拝殿に掲げられた額。「凱旋 征清記念」とあります。日清戦争に出征した今市出身の方が無事帰国されたことを感謝して奉納されたもののようです。

こちらは第一次世界大戦に出征された方の帰国を祝ったもの。

拝殿の横の彫刻は、今上陛下ではなく上皇陛下の御即位10周年記念として奉納されたもの。

ちなみにこちらは2008年に撮影したもので、その時には

大己貴神(大黒)

田心姫神(弁天)

事代主神(恵比寿)

と書いた札がかかっていました。

大己貴命=大国主命がダジャレ的に大黒天に擬されていることは上に述べた通り。

ただ、サラスヴァティー=弁天に擬されているのは、同じ宗像三女神でも市杵嶋姫命のほうですね。

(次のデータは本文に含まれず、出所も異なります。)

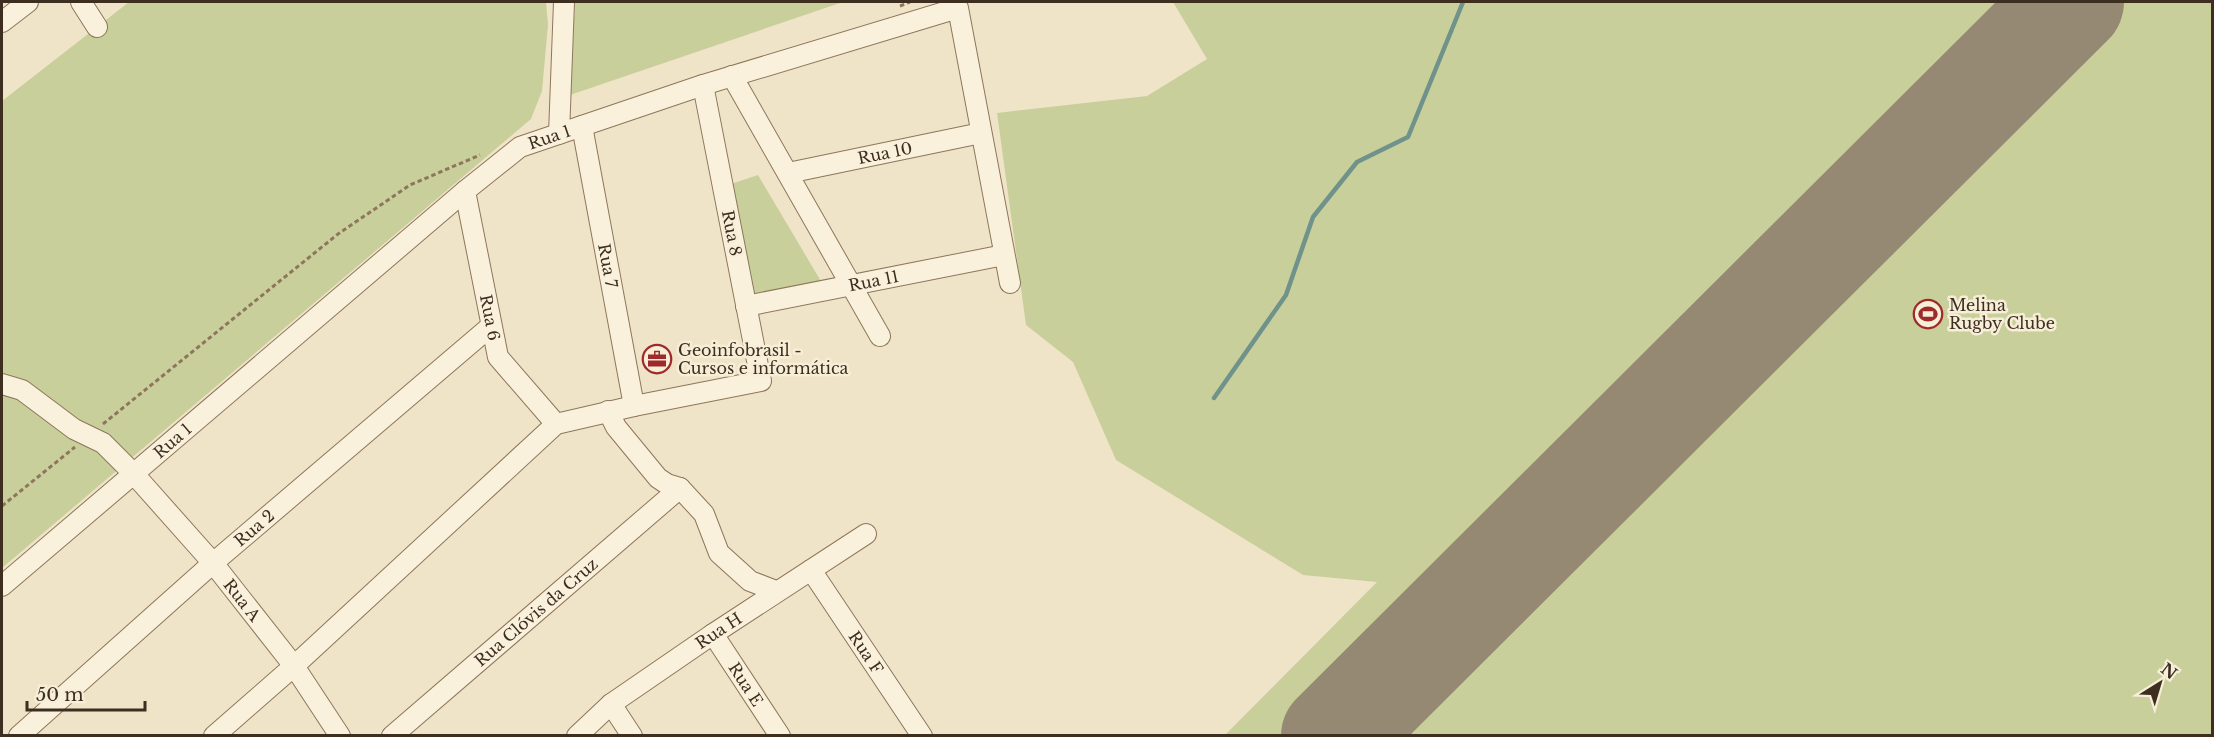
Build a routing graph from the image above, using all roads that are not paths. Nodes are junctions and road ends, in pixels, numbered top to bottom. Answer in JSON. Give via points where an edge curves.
{"nodes":[{"id":1,"x":28,"y":2,"type":"edge"},
{"id":2,"x":81,"y":2,"type":"edge"},
{"id":3,"x":564,"y":2,"type":"edge"},
{"id":4,"x":2,"y":22,"type":"edge"},
{"id":5,"x":97,"y":27,"type":"dead end"},
{"id":6,"x":732,"y":76,"type":"junction"},
{"id":7,"x":703,"y":85,"type":"junction"},
{"id":8,"x":582,"y":126,"type":"junction"},
{"id":9,"x":981,"y":133,"type":"junction"},
{"id":10,"x":559,"y":134,"type":"junction"},
{"id":11,"x":788,"y":173,"type":"junction"},
{"id":12,"x":465,"y":191,"type":"junction"},
{"id":13,"x":1004,"y":255,"type":"junction"},
{"id":14,"x":1010,"y":283,"type":"dead end"},
{"id":15,"x":851,"y":285,"type":"junction"},
{"id":16,"x":746,"y":306,"type":"junction"},
{"id":17,"x":491,"y":326,"type":"junction"},
{"id":18,"x":880,"y":336,"type":"dead end"},
{"id":19,"x":2,"y":384,"type":"edge"},
{"id":20,"x":634,"y":406,"type":"junction"},
{"id":21,"x":608,"y":411,"type":"junction"},
{"id":22,"x":556,"y":424,"type":"junction"},
{"id":23,"x":133,"y":473,"type":"junction"},
{"id":24,"x":680,"y":488,"type":"junction"},
{"id":25,"x":866,"y":534,"type":"dead end"},
{"id":26,"x":213,"y":563,"type":"junction"},
{"id":27,"x":811,"y":570,"type":"junction"},
{"id":28,"x":2,"y":586,"type":"edge"},
{"id":29,"x":776,"y":591,"type":"junction"},
{"id":30,"x":713,"y":634,"type":"junction"},
{"id":31,"x":294,"y":666,"type":"junction"},
{"id":32,"x":611,"y":704,"type":"junction"},
{"id":33,"x":19,"y":735,"type":"edge"},
{"id":34,"x":214,"y":735,"type":"edge"},
{"id":35,"x":340,"y":735,"type":"edge"},
{"id":36,"x":392,"y":735,"type":"edge"},
{"id":37,"x":577,"y":735,"type":"edge"},
{"id":38,"x":632,"y":735,"type":"edge"},
{"id":39,"x":780,"y":735,"type":"edge"},
{"id":40,"x":922,"y":735,"type":"edge"}],
"edges":[{"from":1,"to":4,"type":"street"},
{"from":2,"to":5,"type":"street"},
{"from":3,"to":10,"type":"street"},
{"from":6,"to":7,"type":"street","name":"Rua 1"},
{"from":6,"to":9,"type":"street","name":"Rua 1","via":[[958,8]]},
{"from":6,"to":11,"type":"street"},
{"from":7,"to":8,"type":"street","name":"Rua 1"},
{"from":7,"to":16,"type":"street","name":"Rua 8"},
{"from":8,"to":10,"type":"street","name":"Rua 1"},
{"from":8,"to":20,"type":"street","name":"Rua 7"},
{"from":9,"to":11,"type":"street","name":"Rua 10"},
{"from":9,"to":13,"type":"street","name":"Rua 1"},
{"from":10,"to":12,"type":"street","name":"Rua 1","via":[[520,147]]},
{"from":11,"to":15,"type":"street"},
{"from":12,"to":17,"type":"street","name":"Rua 6"},
{"from":12,"to":23,"type":"street","name":"Rua 1"},
{"from":13,"to":14,"type":"street","name":"Rua 1"},
{"from":13,"to":15,"type":"street","name":"Rua 11"},
{"from":15,"to":16,"type":"street","name":"Rua 11"},
{"from":15,"to":18,"type":"street"},
{"from":16,"to":20,"type":"street","name":"Rua 8","via":[[761,381]]},
{"from":17,"to":22,"type":"street","name":"Rua 6","via":[[498,357]]},
{"from":17,"to":26,"type":"street","name":"Rua 2"},
{"from":19,"to":23,"type":"street","name":"Rua A","via":[[22,390],[74,429],[103,443]]},
{"from":20,"to":21,"type":"street"},
{"from":21,"to":22,"type":"street"},
{"from":21,"to":24,"type":"street","via":[[616,427],[658,478]]},
{"from":22,"to":31,"type":"street"},
{"from":23,"to":26,"type":"street","name":"Rua A"},
{"from":23,"to":28,"type":"street","name":"Rua 1"},
{"from":24,"to":29,"type":"street","via":[[704,514],[719,553],[750,581]]},
{"from":24,"to":36,"type":"street","name":"Rua Clóvis da Cruz"},
{"from":25,"to":27,"type":"street","name":"Rua H"},
{"from":26,"to":31,"type":"street","name":"Rua A"},
{"from":26,"to":33,"type":"street","name":"Rua 2"},
{"from":27,"to":29,"type":"street","name":"Rua H"},
{"from":27,"to":40,"type":"street","name":"Rua F"},
{"from":29,"to":30,"type":"street","name":"Rua H"},
{"from":30,"to":32,"type":"street","name":"Rua H"},
{"from":30,"to":39,"type":"street","name":"Rua E"},
{"from":31,"to":34,"type":"street"},
{"from":31,"to":35,"type":"street","name":"Rua A"},
{"from":32,"to":37,"type":"street","name":"Rua H"},
{"from":32,"to":38,"type":"street"}]}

事代主神は恵比寿とされることもあります。ただ、事代主神も大国主命のお子様ではありますが、お母様は田心姫命ではなく神屋楯比売命です。

社殿の裏側は鎮守の森となっていて、稲荷社などの末社が並びます。

鬱蒼とした鎮守の森の中に入っていくと、日光市の指定文化財「今市瀧尾神社石造明神鳥居」が立っています。

カメラの補正で明るく見えますが、実際はもっと薄暗いです。子供だったら恐がって入ろうとしないかもしれません。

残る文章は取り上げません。